Microscopic textures found in nature could benefit industry

The microscopic texture of butterfly wings and rice leaves could improve a variety of products, claim researchers in Ohio.

The researchers from Ohio State University were reportedly able to clean up to 85 per cent of dust from a coated plastic surface that mimicked the texture of a butterfly wing, compared with 70 per cent from a flat surface.

In a recent issue of the journal Soft Matter, the Ohio State University engineers report that the textures enhance fluid flow and prevent surfaces from getting dirty — characteristics that could be mimicked in surfaces for aircraft and watercraft, pipelines and medical equipment.

‘Nature has evolved many surfaces that are self-cleaning or reduce drag,’ said Bharat Bhushan, Ohio eminent scholar and Howard D Winbigler professor of mechanical engineering at Ohio State. ‘Reduced drag is desirable for industry, whether you’re trying to move a few drops of blood through a nano-channel or millions of gallons of crude oil through a pipeline. And self-cleaning surfaces would be useful for medical equipment — catheters or anything that might harbour bacteria.’

According to a statement, Bhushan and doctoral student Gregory Bixler used an electron microscope and an optical profiler to study wings of the Giant Blue Morpho butterfly (Morpho didius) and leaves of the rice plant Oriza sativa. They cast plastic replicas of both microscopic textures and compared their abilities to repel dirt and water with replicas of fish scales, shark skin and plain flat surfaces.

The electron microscope revealed that the Blue Morpho’s wings aren’t as smooth as they look to the naked eye. Instead, the surface texture resembles a clapboard roof with rows of overlapping shingles radiating out from the butterfly’s body, suggesting that water and dirt roll off the wings.

Under the microscope, rice leaves revealed rows of micrometre-sized grooves, each covered with nanometre-sized bumps — all angled to direct raindrops to the stem and down to the base of the plant. The leaf also had a slippery waxy coating to keep the water droplets flowing along.

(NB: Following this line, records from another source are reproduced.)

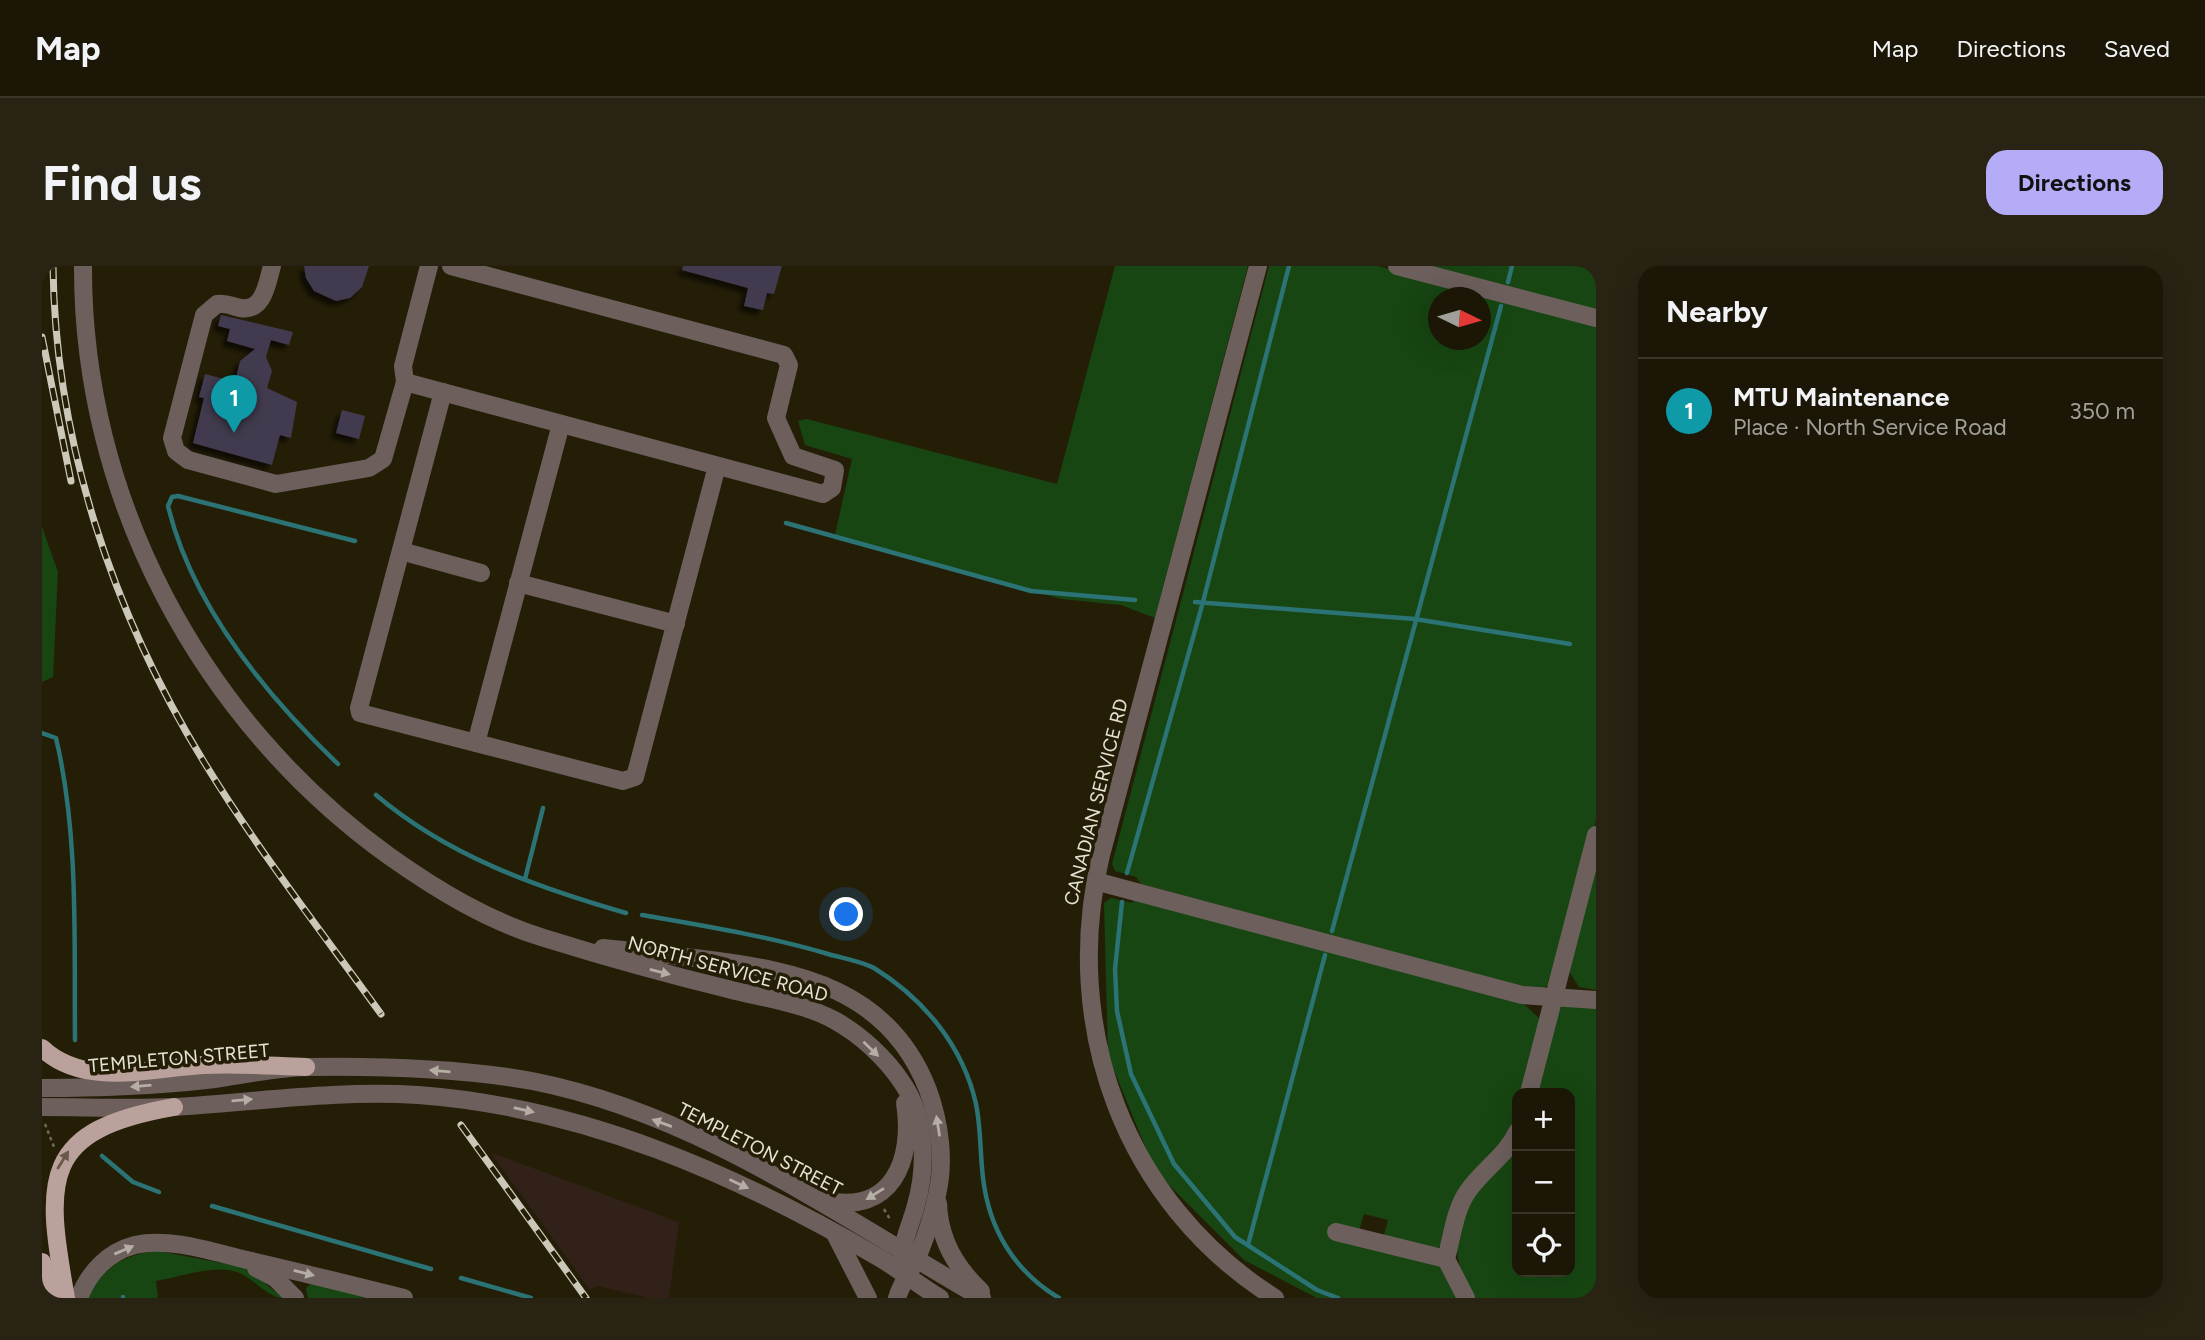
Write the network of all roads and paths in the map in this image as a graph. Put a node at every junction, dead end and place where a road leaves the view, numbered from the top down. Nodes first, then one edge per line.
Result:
1 (83, 266) edge
2 (272, 266) edge
3 (429, 266) edge
4 (452, 266) edge
5 (1258, 266) edge
6 (1397, 266) edge
7 (1596, 318) edge
8 (405, 382) junction
9 (443, 392) junction
10 (561, 424) junction
11 (717, 466) junction
12 (401, 551) junction
13 (481, 573) dead end
14 (518, 583) junction
15 (676, 624) junction
16 (476, 743) junction
17 (1596, 835) edge
18 (1095, 881) junction
19 (572, 946) junction
20 (1553, 998) junction
21 (1596, 1000) edge
22 (42, 1048) edge
23 (306, 1067) junction
24 (890, 1068) junction
25 (42, 1088) edge
26 (1530, 1088) edge
27 (174, 1107) junction
28 (43, 1114) edge
29 (1512, 1141) edge
30 (56, 1154) dead end
31 (937, 1194) junction
32 (811, 1197) junction
33 (881, 1203) dead end
34 (891, 1221) dead end
35 (1336, 1232) dead end
36 (835, 1234) junction
37 (901, 1249) junction
38 (238, 1258) junction
39 (917, 1259) junction
40 (1446, 1259) junction
41 (42, 1262) edge
42 (905, 1275) junction
43 (49, 1298) edge
44 (66, 1298) edge
45 (79, 1298) edge
46 (295, 1298) edge
47 (404, 1298) edge
48 (868, 1298) edge
49 (897, 1298) edge
50 (940, 1298) edge
51 (982, 1298) edge
52 (989, 1298) edge
53 (1276, 1298) edge
54 (1466, 1298) edge

1 - 19 street, NORTH SERVICE ROAD
2 - 8 street
3 - 8 street
4 - 11 street
5 - 18 street, CANADIAN SERVICE RD
6 - 7 street
8 - 9 street
9 - 10 street
9 - 12 street
10 - 11 street
10 - 14 street
11 - 15 street
12 - 13 street
12 - 16 street
14 - 15 street
14 - 16 street
15 - 16 street
17 - 20 street
18 - 20 street
18 - 53 street, CANADIAN SERVICE RD
19 -> 24 street, NORTH SERVICE ROAD
31 -> 19 street, NORTH SERVICE ROAD
20 - 21 street
20 - 26 street
22 - 23 main road
23 -> 25 street, TEMPLETON STREET
32 -> 23 street, TEMPLETON STREET
24 -> 32 street
24 - 37 street, NORTH SERVICE ROAD
27 - 28 street, TEMPLETON STREET
27 -> 36 street, TEMPLETON STREET
44 -> 27 main road
28 - 30 path
29 - 40 street
31 - 39 street, NORTH SERVICE ROAD
31 - 52 street
32 - 37 street, TEMPLETON STREET
33 - 34 path
35 - 40 street
36 - 42 street, TEMPLETON STREET
36 - 48 street
37 - 39 street, TEMPLETON STREET
37 - 42 street, NORTH SERVICE ROAD
45 -> 38 street
38 - 46 street
38 -> 47 street
39 - 42 street, NORTH SERVICE ROAD
39 - 51 street, TEMPLETON STREET
40 - 54 street
41 - 43 main road
42 - 49 street
42 - 50 street, TEMPLETON STREET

The researchers wanted to test how butterfly wings and rice leaves might display some of the characteristics of other surfaces they’ve studied, such as shark skin, which is covered with slippery, microscopic grooves that cause water to flow smoothly around the shark. They also tested fish scales and included non-textured flat surfaces for comparison.

After studying all the textures, the researchers made moulds of them in silicone and cast plastic replicas. To emulate the waxy coating on the rice leaves and the slippery coating on shark skin, they covered all the surfaces with a special coating consisting of nanoparticles.

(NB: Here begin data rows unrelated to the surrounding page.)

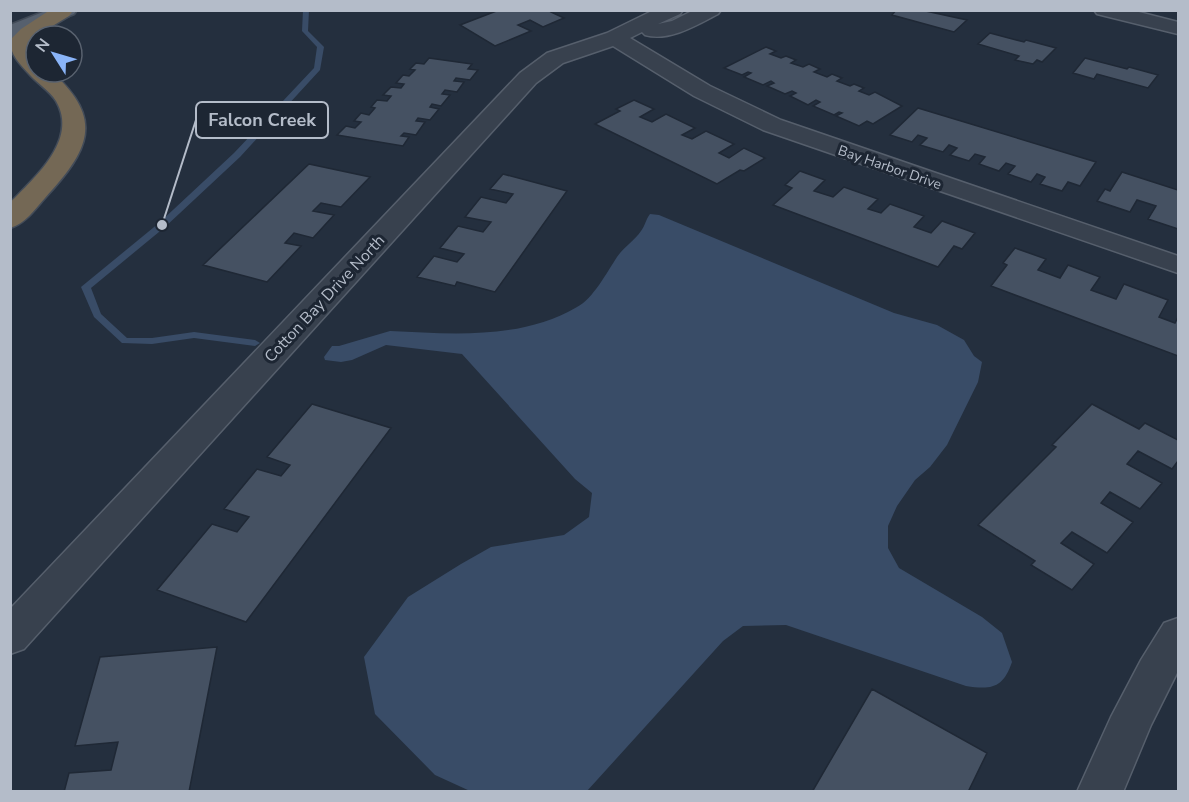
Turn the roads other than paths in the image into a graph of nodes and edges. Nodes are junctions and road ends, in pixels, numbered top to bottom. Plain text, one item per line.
1 (17, 10) edge
2 (673, 10) edge
3 (711, 10) edge
4 (1104, 10) edge
5 (65, 11) edge
6 (10, 13) edge
7 (43, 24) edge
8 (1179, 28) edge
9 (10, 33) edge
10 (24, 38) edge
11 (615, 38) junction
12 (24, 54) edge
13 (52, 84) edge
14 (10, 220) edge
15 (1179, 265) edge
16 (1179, 634) edge
17 (10, 638) edge
18 (1100, 792) edge

1 - 6 main road
2 - 11 street, Cotton Bay Drive North
3 - 11 street
4 - 8 street
5 - 7 highway
5 - 9 main road
10 - 12 highway
11 - 15 street, Bay Harbor Drive
11 - 17 street, Cotton Bay Drive North
13 - 14 highway
16 - 18 street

In one test, they lined plastic pipes with the different coated textures and pushed water through them. The resulting water pressure drop in the pipe was an indication of fluid flow.

For a pipe about the size of a cocktail straw, a thin lining of shark-skin texture coated with nanoparticles is said to have reduced water pressure drop by 29 per cent compared with the non-coated surface. The coated rice leaf came in second with 26 per cent and the butterfly wing came in third with around 15 per cent.

They then dusted the textures with silicon-carbide powder and tested how easy the surfaces were to clean. They held the samples at a 45º angle and dripped water over them from a syringe for two minutes. Using software, they counted the number of silicon-carbide particles on each texture before and after washing.

The shark skin is said to have come out the cleanest, with 98 per cent of the particles washing off during the test. Next came the rice leaf with 95 per cent and the butterfly wing with about 85 per cent washing off. By comparison, 70 per cent washed off of the flat surface.

Bhushan believes the rice-leaf texture might be especially suited to helping fluid move more efficiently through pipes, such as channels in micro-devices or oil pipelines. The clapboard roof texture of Blue Morpho’s wings might suit medical equipment, where it could prevent the growth of bacteria.